[Data supplied Boundary: Start]

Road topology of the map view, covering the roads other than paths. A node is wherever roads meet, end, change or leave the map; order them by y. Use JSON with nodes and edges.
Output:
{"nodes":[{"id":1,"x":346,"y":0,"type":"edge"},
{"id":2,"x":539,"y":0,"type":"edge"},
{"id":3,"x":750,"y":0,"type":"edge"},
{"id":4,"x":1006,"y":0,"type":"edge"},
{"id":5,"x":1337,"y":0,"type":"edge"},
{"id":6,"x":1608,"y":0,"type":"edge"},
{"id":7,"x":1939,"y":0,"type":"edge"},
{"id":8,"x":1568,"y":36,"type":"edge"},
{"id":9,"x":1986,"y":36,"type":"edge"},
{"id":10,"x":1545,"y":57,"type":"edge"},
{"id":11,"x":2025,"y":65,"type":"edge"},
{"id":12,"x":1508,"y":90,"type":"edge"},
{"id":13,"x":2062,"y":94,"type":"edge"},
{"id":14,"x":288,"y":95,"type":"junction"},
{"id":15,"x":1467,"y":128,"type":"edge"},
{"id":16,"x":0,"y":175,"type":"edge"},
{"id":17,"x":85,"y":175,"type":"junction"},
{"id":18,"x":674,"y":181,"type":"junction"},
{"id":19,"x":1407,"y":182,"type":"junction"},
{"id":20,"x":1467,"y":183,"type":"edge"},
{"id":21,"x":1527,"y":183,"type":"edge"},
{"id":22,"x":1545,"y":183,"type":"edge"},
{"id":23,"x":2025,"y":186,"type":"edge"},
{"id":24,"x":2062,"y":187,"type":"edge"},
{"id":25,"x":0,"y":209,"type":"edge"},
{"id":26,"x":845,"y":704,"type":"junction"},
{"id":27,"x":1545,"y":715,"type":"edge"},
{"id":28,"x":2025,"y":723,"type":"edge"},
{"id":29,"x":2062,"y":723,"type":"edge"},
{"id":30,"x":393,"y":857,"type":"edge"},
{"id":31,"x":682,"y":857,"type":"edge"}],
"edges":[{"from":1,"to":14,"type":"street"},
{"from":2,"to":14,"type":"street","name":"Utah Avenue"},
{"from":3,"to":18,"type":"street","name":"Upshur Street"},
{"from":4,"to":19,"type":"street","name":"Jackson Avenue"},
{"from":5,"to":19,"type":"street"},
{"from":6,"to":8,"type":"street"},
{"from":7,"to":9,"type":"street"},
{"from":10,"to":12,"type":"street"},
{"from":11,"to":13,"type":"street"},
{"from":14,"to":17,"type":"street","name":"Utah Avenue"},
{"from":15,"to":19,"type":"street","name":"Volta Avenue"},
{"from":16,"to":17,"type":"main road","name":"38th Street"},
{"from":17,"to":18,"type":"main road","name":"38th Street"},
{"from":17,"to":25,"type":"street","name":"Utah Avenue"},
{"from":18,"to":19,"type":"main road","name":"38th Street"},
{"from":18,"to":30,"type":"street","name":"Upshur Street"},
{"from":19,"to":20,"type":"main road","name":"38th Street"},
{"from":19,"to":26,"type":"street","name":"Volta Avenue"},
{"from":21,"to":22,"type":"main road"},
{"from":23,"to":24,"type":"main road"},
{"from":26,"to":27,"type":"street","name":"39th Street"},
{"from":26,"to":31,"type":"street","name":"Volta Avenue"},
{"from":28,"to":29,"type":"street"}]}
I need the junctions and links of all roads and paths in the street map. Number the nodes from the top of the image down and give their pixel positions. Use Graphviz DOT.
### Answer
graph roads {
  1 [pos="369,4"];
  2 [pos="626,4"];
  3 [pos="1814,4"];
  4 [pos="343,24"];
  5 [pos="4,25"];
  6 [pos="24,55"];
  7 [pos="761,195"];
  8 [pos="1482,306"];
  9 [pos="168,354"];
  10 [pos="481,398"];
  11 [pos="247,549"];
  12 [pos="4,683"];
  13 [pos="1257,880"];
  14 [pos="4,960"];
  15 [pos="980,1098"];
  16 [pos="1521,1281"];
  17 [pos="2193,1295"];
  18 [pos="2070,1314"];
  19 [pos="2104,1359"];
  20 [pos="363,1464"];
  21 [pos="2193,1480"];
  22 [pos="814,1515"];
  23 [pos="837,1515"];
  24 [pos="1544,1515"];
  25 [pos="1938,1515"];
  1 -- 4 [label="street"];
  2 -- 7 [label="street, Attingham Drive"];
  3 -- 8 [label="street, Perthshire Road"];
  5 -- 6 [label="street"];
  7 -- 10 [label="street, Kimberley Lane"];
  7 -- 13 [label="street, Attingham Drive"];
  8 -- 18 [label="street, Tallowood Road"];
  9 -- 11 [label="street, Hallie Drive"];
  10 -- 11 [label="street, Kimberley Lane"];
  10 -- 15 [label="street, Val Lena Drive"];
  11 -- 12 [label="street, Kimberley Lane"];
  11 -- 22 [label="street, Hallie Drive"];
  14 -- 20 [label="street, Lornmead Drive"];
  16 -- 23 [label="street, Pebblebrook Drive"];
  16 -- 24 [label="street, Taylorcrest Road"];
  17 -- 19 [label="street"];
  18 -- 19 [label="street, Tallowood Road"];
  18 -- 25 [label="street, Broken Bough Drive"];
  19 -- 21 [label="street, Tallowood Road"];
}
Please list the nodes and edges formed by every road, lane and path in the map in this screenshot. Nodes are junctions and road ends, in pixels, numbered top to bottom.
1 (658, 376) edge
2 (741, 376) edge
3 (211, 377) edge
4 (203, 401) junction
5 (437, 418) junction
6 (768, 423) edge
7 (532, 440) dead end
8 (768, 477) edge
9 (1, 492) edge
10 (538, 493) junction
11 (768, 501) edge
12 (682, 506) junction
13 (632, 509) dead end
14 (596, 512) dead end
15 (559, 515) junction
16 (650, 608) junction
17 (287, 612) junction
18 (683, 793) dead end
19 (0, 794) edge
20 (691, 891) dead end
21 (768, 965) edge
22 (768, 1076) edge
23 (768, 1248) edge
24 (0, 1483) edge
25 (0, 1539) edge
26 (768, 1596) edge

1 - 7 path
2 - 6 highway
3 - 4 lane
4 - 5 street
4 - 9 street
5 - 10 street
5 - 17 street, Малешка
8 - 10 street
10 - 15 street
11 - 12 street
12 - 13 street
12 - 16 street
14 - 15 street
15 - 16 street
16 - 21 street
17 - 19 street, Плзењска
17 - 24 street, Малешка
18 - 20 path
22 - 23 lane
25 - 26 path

[Data supplied Boundary: End]

Try it: Find the word "roads" in the entries and show each line where it is found.

Exercise response:
Road topology of the map view, covering the roads other than paths. A node is wherever roads meet, end, change or leave the map; order them by y. Use JSON with nodes and edges.
I need the junctions and links of all roads and paths in the street map. Number the nodes from the top of the image down and give their pixel positions. Use Graphviz DOT.
graph roads {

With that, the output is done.